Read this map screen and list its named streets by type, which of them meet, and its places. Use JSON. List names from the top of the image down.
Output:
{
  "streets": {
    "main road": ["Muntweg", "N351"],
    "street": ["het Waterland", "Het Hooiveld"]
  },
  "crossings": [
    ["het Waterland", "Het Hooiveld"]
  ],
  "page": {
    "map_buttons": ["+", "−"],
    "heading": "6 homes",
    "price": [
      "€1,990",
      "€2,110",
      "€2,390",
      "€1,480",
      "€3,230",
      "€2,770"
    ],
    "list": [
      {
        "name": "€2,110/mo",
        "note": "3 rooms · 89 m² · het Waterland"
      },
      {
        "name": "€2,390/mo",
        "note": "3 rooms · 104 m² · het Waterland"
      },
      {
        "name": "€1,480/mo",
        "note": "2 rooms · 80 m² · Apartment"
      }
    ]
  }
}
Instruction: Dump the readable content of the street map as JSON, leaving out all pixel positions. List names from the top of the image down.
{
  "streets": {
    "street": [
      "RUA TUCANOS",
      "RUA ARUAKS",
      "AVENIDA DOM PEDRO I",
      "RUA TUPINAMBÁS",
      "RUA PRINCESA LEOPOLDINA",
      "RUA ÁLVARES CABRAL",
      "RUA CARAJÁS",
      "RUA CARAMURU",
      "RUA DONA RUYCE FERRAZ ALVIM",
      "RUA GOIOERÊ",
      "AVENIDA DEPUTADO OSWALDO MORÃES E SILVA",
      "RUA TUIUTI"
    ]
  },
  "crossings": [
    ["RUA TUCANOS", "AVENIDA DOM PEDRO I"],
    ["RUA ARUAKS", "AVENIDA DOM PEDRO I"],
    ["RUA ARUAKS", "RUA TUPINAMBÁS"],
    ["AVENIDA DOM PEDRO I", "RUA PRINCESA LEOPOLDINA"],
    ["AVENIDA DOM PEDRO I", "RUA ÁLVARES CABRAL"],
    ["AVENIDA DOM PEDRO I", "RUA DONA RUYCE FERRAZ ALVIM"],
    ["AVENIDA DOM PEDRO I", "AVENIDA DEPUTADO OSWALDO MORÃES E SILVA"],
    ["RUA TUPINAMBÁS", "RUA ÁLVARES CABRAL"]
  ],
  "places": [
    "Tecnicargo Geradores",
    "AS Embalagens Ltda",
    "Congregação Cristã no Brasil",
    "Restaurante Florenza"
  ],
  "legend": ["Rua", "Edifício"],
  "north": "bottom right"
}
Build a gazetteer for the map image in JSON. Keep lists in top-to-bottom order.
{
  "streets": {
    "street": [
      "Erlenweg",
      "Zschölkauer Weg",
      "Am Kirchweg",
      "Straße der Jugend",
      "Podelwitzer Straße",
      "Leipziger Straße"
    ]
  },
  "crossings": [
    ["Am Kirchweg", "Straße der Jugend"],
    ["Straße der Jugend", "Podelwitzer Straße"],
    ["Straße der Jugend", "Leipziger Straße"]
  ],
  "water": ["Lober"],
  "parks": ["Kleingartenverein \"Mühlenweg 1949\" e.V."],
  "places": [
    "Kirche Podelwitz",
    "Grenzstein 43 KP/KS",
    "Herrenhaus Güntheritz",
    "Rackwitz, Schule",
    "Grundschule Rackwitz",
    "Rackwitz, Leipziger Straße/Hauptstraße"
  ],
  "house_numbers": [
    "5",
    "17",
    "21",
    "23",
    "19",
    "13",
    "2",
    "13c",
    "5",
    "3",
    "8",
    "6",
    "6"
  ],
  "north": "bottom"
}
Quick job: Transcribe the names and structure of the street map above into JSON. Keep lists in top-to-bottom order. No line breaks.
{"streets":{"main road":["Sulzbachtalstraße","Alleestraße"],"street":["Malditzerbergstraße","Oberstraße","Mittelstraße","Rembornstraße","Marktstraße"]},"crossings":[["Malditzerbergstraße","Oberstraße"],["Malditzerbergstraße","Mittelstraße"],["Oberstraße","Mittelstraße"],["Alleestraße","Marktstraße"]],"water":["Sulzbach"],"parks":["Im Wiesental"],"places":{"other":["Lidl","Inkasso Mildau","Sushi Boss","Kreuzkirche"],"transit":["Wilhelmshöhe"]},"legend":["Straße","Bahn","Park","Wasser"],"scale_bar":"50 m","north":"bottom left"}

|---|

• _ASSIGNMENT_
Scan the listing for the string "MORÃES", then copy every line where it appears.

• _ANSWER TO THIS TASK_
      "AVENIDA DEPUTADO OSWALDO MORÃES E SILVA",
    ["AVENIDA DOM PEDRO I", "AVENIDA DEPUTADO OSWALDO MORÃES E SILVA"],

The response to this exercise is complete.